It’s not uncommon for STC to take calls from motor carriers facing audits from the Federal Motor Carrier Safety Administration. On the other side of the line is usually a bewildered individual worried about what could be an existential threat to their business. They’re not wrong. FMCSA can, and occasionally does, put motor carriers out of business following a compliance review. This is the exception, though – not the rule.

When we describe what it takes to be shut down by FMCSA, there’s audible relief on the other side of the line. Quickly, their attention turns to possible financial penalties which, with slim margins, can also feel existential. They’re usually not.

Let’s look at the numbers. Based on the most recent publication of Revisions to Civil Penalty Amounts, in 2024, the largest penalty FMCSA can dole out for a single violation is $225K, which they can assess for violations of HazMat and Safety Permitting Regulations that results in serious illness, severe injury to persons or destruction of property. The least expensive violation is $387 for a first violation of tariff rules. Within that range, FMCSA investigators have notable flexibility in applying the fine schedule. In one example, FMCSA can assess a penalty for violating HazMat training rules between $582 and $96,624.

All this sounds pretty scary, by design. Of course, penalties rarely rise to these frightening maximum limits, in part, because federal statute requires that FMCSA consider a list of factors that may reduce the fine including the nature and circumstances of the violation, the degree of culpability and, importantly, the effect the fine would have on the carrier’s ability to continue to do business. On top of this, motor carriers are given the opportunity to negotiate the fine down.

So, how does this come out in the wash? Well, in 2023, FMCSA closed 3,650 cases on non-hazmat motor carriers with a fine assessment between $150 and $251,000. The average value was $6,763. For most of those worried callers to our offices, this fact is often met with a significant sigh of relief.
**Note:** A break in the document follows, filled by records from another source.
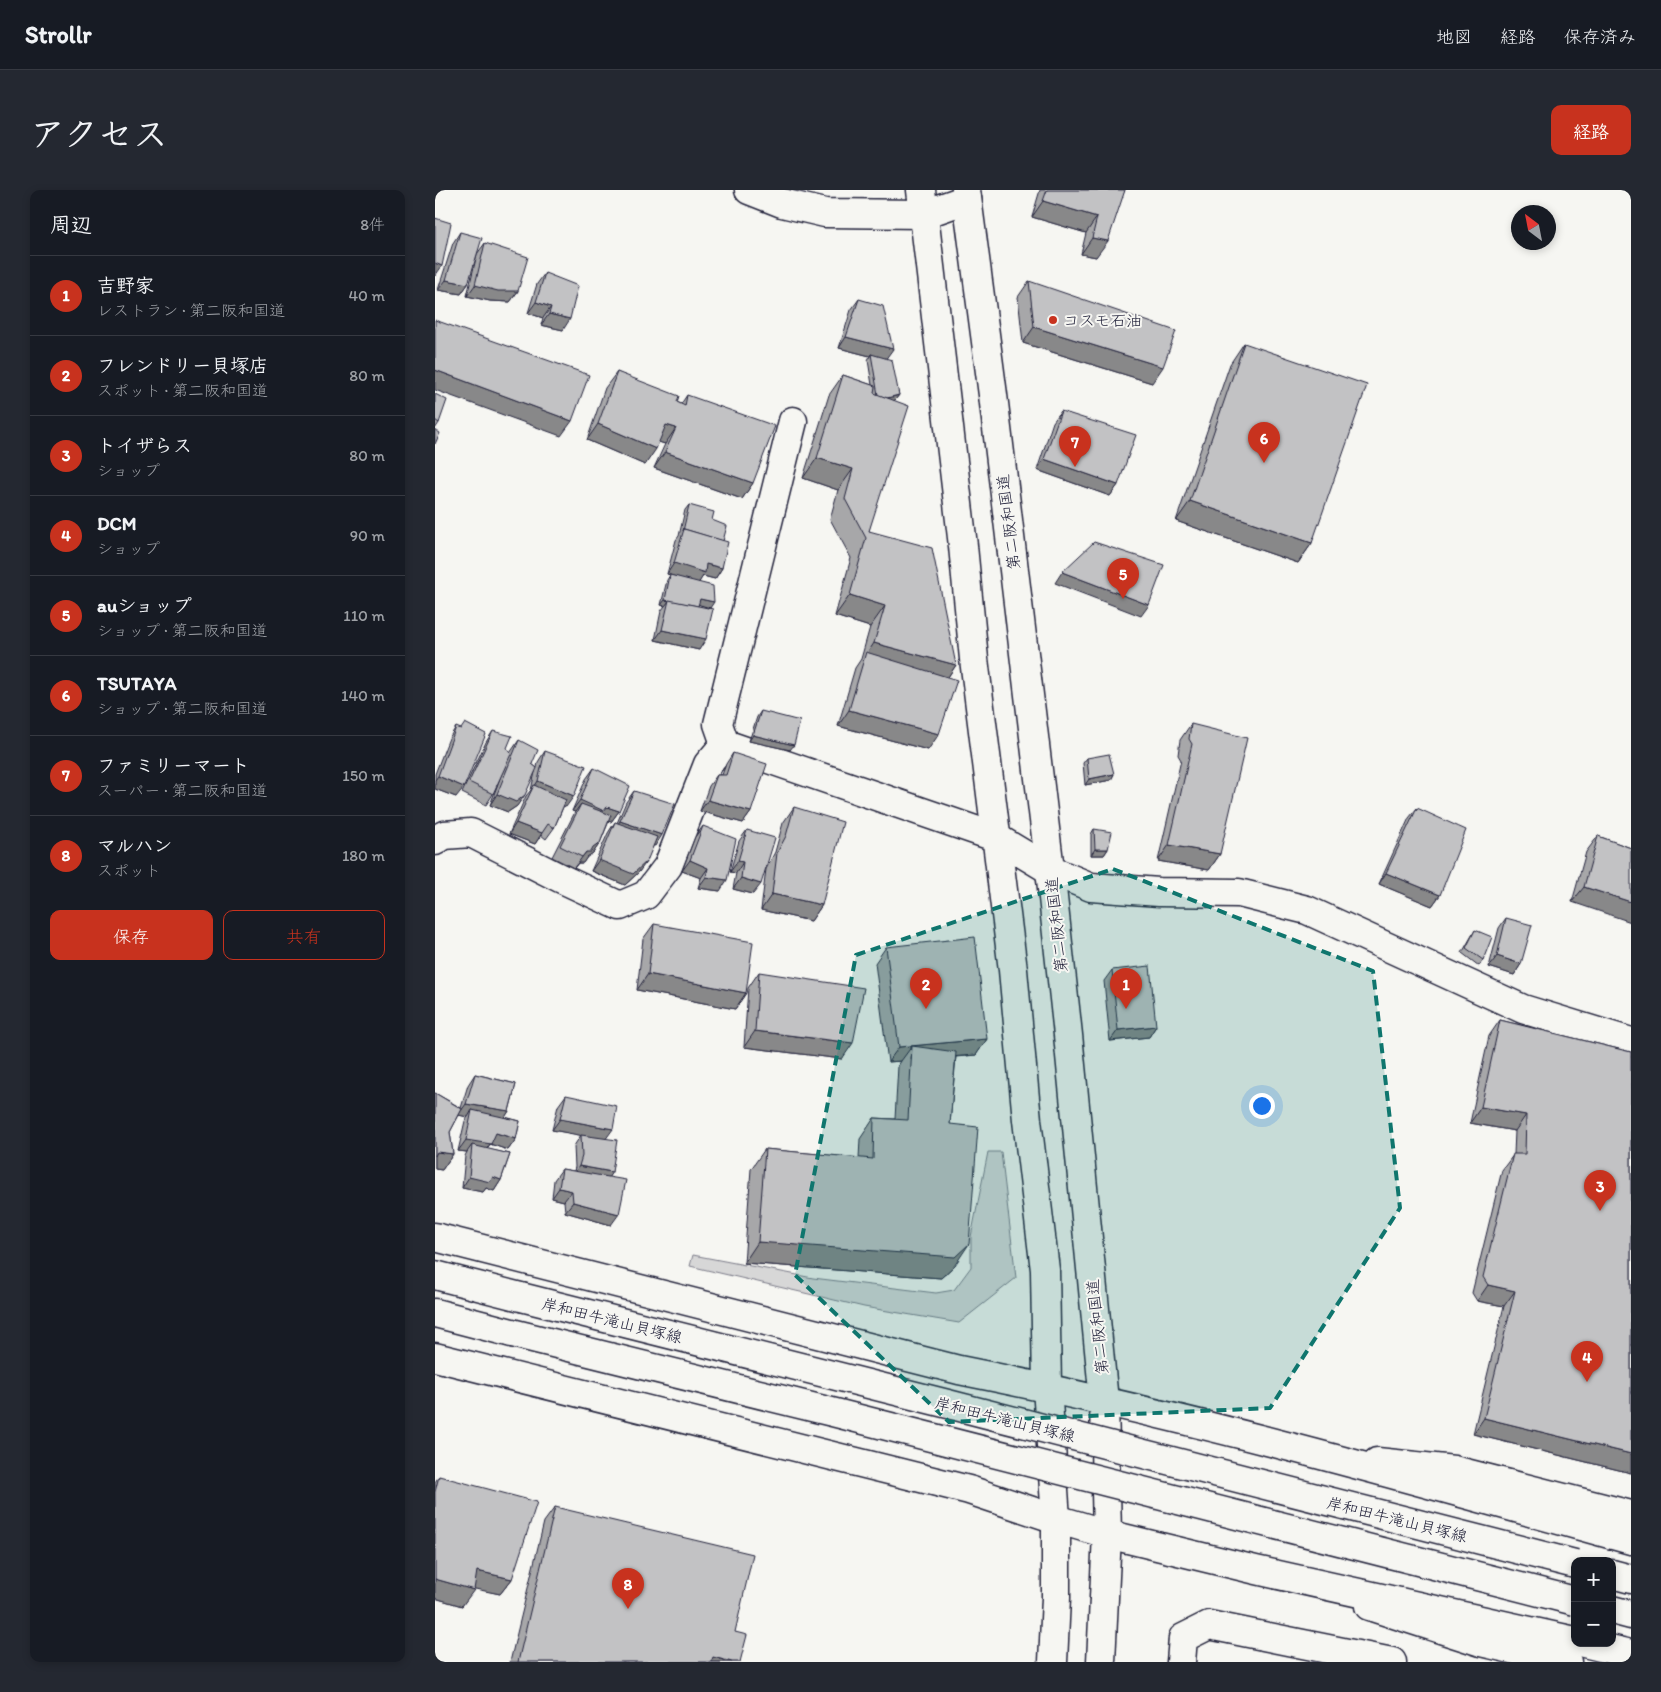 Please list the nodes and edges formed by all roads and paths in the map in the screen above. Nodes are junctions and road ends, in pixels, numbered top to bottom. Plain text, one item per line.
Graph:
1 (749, 190) edge
2 (968, 193) edge
3 (922, 202) edge
4 (793, 420) dead end
5 (725, 744) junction
6 (995, 837) junction
7 (435, 841) edge
8 (1050, 870) junction
9 (1631, 1042) edge
10 (435, 1237) edge
11 (435, 1275) edge
12 (435, 1313) edge
13 (435, 1357) edge
14 (1047, 1387) junction
15 (1104, 1401) junction
16 (1336, 1458) junction
17 (1631, 1515) edge
18 (1056, 1520) junction
19 (1107, 1534) junction
20 (1631, 1540) edge
21 (1571, 1563) edge
22 (1255, 1570) junction
23 (1616, 1575) edge
24 (1631, 1578) edge
25 (1571, 1600) edge
26 (1616, 1611) edge
27 (1631, 1615) edge
28 (1571, 1640) edge
29 (1601, 1647) edge
30 (1631, 1654) edge
31 (1053, 1662) edge
32 (1101, 1662) edge
33 (1181, 1662) edge
34 (1393, 1662) edge
35 (1567, 1662) edge

1 - 3 main road
2 - 3 main road
2 - 8 main road, 第二阪和国道
3 - 6 main road
4 - 5 main road
5 - 6 main road
5 - 7 main road
6 - 8 main road
6 - 14 main road
8 - 9 main road
8 - 15 main road, 第二阪和国道
10 - 14 main road
11 - 21 main road, 岸和田牛滝山貝塚線, bridge
12 - 25 main road, bridge
13 - 18 main road
14 - 15 main road
14 - 18 main road
15 - 16 main road
15 - 19 main road, 第二阪和国道
16 - 17 main road
16 - 20 main road
18 - 19 main road
18 - 31 main road
19 - 22 main road
19 - 32 main road, 第二阪和国道
22 - 28 main road
22 - 35 main road
23 - 24 main road
26 - 27 main road
29 - 30 main road
33 - 34 main road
So, what’s the takeaway? As a deterrence, $6,000 does not sound too scary. Of course, for the owner operators and independent contractors among us, a $6,000 fine could mean their next truck payment. It’s difficult to balance deterrence with the important educational elements that make audits effective and calibrating these fines is one way to do that. A better way may be averting violations by implementing the long-delayed new entrant carrier education program and proficiency assessments. But we digress; our opinion on that is a topic for another time.